What Is the Likelihood of Having a Second Child with Down Syndrome?
Once a woman has given birth to a baby with trisomy 21 (nondisjunction) or translocation, it is estimated that her chances of having another baby with trisomy 21 is 1 in 100 up until age 40.
The risk of recurrence of translocation is about 3% if the father is the carrier and 10-15% if the mother is the carrier. Genetic counseling can determine the origin of translocation.
How Is Down Syndrome Diagnosed?
There are two categories of tests for Down syndrome that can be performed before a baby is born: screening tests and diagnostic tests. Prenatal screens estimate the chance of the fetus having Down syndrome. These tests do not tell you for sure whether your fetus has Down syndrome; they only provide a probability. Diagnostic tests, on the other hand, can provide a definitive diagnosis with almost 100% accuracy.

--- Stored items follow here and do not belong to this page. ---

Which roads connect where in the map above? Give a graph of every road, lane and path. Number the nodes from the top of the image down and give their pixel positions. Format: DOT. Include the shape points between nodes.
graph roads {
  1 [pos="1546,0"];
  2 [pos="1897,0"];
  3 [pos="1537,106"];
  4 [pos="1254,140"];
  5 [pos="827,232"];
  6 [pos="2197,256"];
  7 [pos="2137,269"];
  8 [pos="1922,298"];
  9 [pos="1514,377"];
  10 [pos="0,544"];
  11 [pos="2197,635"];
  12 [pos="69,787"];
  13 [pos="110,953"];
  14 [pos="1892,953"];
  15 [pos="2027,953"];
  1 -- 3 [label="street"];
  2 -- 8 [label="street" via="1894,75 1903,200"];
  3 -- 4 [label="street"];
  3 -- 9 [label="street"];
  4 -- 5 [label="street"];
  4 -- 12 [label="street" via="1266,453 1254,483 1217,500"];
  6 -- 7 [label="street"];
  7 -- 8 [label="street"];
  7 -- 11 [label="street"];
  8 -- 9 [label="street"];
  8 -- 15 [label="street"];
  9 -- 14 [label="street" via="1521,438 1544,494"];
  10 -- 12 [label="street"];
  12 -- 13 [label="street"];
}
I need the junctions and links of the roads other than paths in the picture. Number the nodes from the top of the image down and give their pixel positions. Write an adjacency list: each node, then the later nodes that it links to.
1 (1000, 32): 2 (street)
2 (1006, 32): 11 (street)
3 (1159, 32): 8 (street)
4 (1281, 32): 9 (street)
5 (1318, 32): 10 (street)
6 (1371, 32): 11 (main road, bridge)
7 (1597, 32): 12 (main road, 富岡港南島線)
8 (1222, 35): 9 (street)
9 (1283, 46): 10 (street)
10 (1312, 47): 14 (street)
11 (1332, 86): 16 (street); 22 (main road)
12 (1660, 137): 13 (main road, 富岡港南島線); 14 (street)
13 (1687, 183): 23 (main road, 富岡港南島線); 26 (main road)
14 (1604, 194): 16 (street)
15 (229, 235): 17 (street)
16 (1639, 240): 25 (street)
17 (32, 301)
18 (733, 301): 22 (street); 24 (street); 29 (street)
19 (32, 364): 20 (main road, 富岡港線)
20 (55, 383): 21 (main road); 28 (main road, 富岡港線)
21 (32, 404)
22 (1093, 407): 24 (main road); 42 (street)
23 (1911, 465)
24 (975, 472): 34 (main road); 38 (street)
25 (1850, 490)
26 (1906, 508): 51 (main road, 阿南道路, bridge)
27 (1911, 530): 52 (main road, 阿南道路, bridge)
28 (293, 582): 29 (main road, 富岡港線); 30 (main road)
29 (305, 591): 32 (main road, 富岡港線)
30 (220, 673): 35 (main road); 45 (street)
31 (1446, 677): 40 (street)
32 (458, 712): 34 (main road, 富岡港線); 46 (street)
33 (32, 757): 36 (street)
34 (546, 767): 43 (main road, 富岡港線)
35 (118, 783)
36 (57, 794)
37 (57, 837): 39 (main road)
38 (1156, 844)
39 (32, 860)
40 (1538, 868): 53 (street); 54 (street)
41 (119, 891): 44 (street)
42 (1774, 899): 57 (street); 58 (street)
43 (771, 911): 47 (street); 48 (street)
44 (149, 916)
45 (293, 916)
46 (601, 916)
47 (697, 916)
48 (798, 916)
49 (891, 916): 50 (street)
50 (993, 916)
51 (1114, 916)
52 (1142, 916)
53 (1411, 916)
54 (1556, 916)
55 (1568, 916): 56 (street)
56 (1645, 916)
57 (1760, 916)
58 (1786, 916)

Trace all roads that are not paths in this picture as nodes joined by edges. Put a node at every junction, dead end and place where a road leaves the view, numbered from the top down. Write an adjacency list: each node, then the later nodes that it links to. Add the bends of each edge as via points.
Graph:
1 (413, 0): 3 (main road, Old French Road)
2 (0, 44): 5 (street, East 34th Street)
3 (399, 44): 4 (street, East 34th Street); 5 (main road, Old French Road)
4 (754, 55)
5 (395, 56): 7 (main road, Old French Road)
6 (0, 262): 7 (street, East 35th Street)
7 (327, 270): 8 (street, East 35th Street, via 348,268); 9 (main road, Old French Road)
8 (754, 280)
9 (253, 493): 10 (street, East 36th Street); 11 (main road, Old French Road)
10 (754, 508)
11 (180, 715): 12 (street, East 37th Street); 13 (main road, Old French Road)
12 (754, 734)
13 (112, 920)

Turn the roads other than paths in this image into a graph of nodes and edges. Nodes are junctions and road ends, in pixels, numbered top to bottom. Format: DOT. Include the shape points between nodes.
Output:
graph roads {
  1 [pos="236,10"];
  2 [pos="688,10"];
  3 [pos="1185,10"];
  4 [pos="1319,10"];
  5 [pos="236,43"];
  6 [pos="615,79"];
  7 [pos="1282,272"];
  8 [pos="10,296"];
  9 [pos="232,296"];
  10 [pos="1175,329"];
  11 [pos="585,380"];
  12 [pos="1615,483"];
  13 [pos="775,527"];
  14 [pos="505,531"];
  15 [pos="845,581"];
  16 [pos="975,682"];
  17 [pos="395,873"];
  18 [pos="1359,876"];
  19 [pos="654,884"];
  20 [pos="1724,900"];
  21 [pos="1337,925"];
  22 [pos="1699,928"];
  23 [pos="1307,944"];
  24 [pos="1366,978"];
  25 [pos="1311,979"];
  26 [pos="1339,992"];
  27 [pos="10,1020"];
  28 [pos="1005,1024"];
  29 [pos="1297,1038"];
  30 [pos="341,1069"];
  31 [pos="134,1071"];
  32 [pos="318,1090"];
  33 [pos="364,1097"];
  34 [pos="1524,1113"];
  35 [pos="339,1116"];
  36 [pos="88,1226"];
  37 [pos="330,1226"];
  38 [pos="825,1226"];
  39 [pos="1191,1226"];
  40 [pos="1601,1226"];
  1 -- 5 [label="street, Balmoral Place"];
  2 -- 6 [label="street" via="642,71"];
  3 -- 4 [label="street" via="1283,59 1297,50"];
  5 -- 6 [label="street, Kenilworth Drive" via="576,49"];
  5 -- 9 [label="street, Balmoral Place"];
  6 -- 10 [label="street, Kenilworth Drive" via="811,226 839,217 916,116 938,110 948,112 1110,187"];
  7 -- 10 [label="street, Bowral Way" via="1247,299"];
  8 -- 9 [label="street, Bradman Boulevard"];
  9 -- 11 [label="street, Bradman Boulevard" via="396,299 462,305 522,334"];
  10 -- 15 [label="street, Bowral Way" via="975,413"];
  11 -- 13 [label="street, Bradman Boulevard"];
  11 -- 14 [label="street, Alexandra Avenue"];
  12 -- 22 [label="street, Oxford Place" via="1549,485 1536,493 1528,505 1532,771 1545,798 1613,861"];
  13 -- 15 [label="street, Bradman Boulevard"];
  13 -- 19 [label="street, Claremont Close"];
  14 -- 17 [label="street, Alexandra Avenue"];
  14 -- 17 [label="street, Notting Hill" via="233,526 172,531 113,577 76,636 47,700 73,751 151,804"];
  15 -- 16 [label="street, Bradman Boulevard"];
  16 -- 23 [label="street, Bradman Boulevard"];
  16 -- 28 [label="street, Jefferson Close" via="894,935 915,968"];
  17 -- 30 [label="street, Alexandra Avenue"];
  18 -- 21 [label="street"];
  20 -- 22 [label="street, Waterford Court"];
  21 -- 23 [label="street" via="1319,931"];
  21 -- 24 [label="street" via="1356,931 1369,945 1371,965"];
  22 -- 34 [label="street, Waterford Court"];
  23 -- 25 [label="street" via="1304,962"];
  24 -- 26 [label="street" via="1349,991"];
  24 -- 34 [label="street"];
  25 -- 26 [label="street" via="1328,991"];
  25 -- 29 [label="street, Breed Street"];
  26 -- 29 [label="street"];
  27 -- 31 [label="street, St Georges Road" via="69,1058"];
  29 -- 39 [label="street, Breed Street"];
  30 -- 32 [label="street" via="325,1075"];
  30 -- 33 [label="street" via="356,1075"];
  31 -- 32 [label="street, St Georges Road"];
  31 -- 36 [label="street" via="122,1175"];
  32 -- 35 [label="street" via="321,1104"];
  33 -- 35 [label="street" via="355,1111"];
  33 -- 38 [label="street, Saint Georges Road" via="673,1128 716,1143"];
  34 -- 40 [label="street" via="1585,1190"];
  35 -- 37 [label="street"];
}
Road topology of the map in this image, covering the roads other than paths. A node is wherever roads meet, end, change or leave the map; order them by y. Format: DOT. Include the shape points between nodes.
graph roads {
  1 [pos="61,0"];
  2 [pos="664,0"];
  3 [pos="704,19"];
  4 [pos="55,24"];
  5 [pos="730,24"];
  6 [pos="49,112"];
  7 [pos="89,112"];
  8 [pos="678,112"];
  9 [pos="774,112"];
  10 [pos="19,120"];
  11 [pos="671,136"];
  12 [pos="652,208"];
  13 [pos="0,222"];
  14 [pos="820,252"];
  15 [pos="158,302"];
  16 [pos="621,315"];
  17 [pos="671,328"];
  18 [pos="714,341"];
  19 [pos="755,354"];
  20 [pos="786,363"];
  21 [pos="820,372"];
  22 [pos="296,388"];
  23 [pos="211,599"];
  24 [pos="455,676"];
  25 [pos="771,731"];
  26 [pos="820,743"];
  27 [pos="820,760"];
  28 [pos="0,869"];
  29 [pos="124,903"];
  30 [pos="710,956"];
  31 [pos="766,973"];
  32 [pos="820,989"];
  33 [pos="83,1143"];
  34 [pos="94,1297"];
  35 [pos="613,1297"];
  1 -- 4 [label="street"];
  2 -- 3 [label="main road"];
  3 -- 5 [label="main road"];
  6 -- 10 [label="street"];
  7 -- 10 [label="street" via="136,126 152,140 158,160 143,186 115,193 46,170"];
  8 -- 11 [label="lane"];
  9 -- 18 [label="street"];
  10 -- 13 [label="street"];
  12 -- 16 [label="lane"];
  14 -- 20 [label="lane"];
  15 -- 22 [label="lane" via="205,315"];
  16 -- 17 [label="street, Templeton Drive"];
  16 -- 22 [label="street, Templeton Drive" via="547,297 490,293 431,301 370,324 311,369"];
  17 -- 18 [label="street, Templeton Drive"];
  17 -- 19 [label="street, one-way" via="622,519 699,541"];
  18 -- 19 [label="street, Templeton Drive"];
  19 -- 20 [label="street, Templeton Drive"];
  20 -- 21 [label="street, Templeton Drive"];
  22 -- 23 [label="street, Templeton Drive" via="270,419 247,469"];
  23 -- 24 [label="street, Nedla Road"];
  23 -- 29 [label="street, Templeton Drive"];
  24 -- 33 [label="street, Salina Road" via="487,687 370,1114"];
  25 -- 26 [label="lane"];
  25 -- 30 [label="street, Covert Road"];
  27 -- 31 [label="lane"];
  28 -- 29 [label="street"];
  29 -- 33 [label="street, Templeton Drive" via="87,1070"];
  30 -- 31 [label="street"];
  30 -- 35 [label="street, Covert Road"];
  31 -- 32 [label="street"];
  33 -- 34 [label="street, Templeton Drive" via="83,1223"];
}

There is an extensive menu of prenatal screening tests now available for pregnant women. Most screening tests involve a blood test and an ultrasound (sonogram). The blood tests (or serum screening tests) measure quantities of various substances in the blood of the mother. Together with a woman’s age, these are used to estimate her chance of having a child with Down syndrome. These blood tests are often performed in conjunction with a detailed sonogram to check for “markers” (characteristics that some researchers feel may have a significant association with Down syndrome). New advanced prenatal screens are now able to detect chromosomal material from the fetus that is circulating in the maternal blood. These tests are not invasive (like the diagnostic tests below), but they provide a high accuracy rate. Still, all of these screens will not definitively diagnose Down syndrome. Prenatal screening and diagnostic tests are now routinely offered to women of all ages.
The diagnostic procedures available for prenatal diagnosis of Down syndrome are chorionic villus sampling (CVS) and amniocentesis. These procedures, which carry up to a 1% risk of causing a spontaneous termination (miscarriage), are nearly 100% accurate in diagnosing Down syndrome. Amniocentesis is usually performed in the second trimester between 15 and 20 weeks of gestation, CVS in the first trimester between 9 and 14 weeks.
Down syndrome is usually identified at birth by the presence of certain physical traits: low muscle tone, a single deep crease across the palm of the hand, a slightly flattened facial profile and an upward slant to the eyes. Because these features may be present in babies without Down syndrome, a chromosomal analysis called a karyotype is done to confirm the diagnosis. To obtain a karyotype, doctors draw a blood sample to examine the baby’s cells. They photograph the chromosomes and then group them by size, number, and shape. By examining the karyotype, doctors can diagnose Down syndrome. Another genetic test called FISH can apply similar principles and confirm a diagnosis in a shorter amount of time.
KARYOTYPE OF A FEMALE WITH TRISOMY 21
What Impact Does Down Syndrome Have on Society?
Individuals with Down syndrome are becoming increasingly integrated into society and community organizations, such as school, health care systems, work forces, and social and recreational activities. Individuals with Down syndrome possess varying degrees of cognitive delays, from very mild to severe. Most people with Down syndrome have cognitive delays that are mild to moderate.
Due to advances in medical technology, individuals with Down syndrome are living longer than ever before. In 1910, children with Down syndrome were expected to survive to age nine. With the discovery of antibiotics, the average survival age increased to 19 or 20. Now, with recent advancements in clinical treatment, most particularly corrective heart surgeries, as many as 80% of adults with Down syndrome reach age 60, and many live even longer. More and more Americans are interacting with individuals with Down syndrome, increasing the need for widespread public education and acceptance.